IMPACT FACTOR: 8.561

Abstract

THE EFFECTS OF INFORMAL QUARRYING ON PEOPLE’S HEALTH: A STUDY OF LUSAKA DISTRICT

Cecilia K Muchepa Muzyamba

Volume: 7 Issue: 1 2017

Abstract:

The construction sector in Zambia was leading by demand of the mining industry, shopping centres, infrastructure development, residential buildings, and offices. This growth contributed to informal quarrying in Lusaka. The quarrying is done in various areas within and around Lusaka. This study looked at the effects of quarrying on the health of the people of Lusaka who were directly involved in informal quarrying industry.
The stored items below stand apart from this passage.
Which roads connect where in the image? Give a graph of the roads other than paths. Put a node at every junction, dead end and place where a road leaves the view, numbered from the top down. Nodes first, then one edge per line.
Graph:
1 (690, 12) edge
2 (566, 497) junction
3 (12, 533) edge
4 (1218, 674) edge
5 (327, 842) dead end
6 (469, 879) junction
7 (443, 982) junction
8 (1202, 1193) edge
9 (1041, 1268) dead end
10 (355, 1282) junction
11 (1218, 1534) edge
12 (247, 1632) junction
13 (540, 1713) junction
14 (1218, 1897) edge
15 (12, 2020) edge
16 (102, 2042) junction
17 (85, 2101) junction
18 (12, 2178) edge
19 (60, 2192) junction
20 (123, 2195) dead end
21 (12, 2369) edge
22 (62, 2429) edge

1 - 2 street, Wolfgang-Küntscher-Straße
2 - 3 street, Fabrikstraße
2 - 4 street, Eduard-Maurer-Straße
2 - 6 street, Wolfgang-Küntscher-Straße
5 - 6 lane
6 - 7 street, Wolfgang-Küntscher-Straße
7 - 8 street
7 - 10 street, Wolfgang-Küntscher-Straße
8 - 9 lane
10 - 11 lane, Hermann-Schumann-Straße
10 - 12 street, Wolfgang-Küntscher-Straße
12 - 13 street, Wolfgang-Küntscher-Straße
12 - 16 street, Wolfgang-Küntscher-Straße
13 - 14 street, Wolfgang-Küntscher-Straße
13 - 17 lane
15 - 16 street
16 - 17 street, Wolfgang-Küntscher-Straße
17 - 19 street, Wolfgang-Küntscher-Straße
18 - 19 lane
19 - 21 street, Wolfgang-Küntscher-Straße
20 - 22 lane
The study had three objectives namely: to identify the quarrying sites, to examine the methods of extraction and processing of the quarry material and to establish the health risks and hazards of quarrying on the people. Lusaka is located at 150 25’ S and 280 17’ E in Lusaka Province. Lusaka District was chosen because of its geological landscape. There were a lot of strongly folded Precambrian metamorphic rocks which were truncated by the Mwembeshi dislocation. The study was qualitative with a sample size of 51 respondents. These were broken down as follows: Companies (20%), Transporters (23%), Stone crushers/traders (53%) and Key informants (04%). The results revealed that even though the quarry business was quite lucrative, the people were exposed to various risks and hazards. The risks were: accidents (21%), Lung cancer (20%), Body pains and backache (15%), physical injuries (49%), Respiratory infections (47%) and Sight impairment (9%). While the hazards were: disused quarries, used car tyres, noise and motor vehicle unfitness. Most of the respondents knew of the health implications considering that they quarried without any protective wear. But due to the fact that they got the most desired income and that it was good business more especially during the dry season, they continued against any odds. The Ministry of Minerals and Mines, The Zambia Environmental Management Authority (ZEMA) and Public Health Department of the Lusaka City Council should work together to regulate the activity. Behavioural health campaigns should be instituted in order to enhance health mining as this would reduce on the impact of quarrying on the health of the people.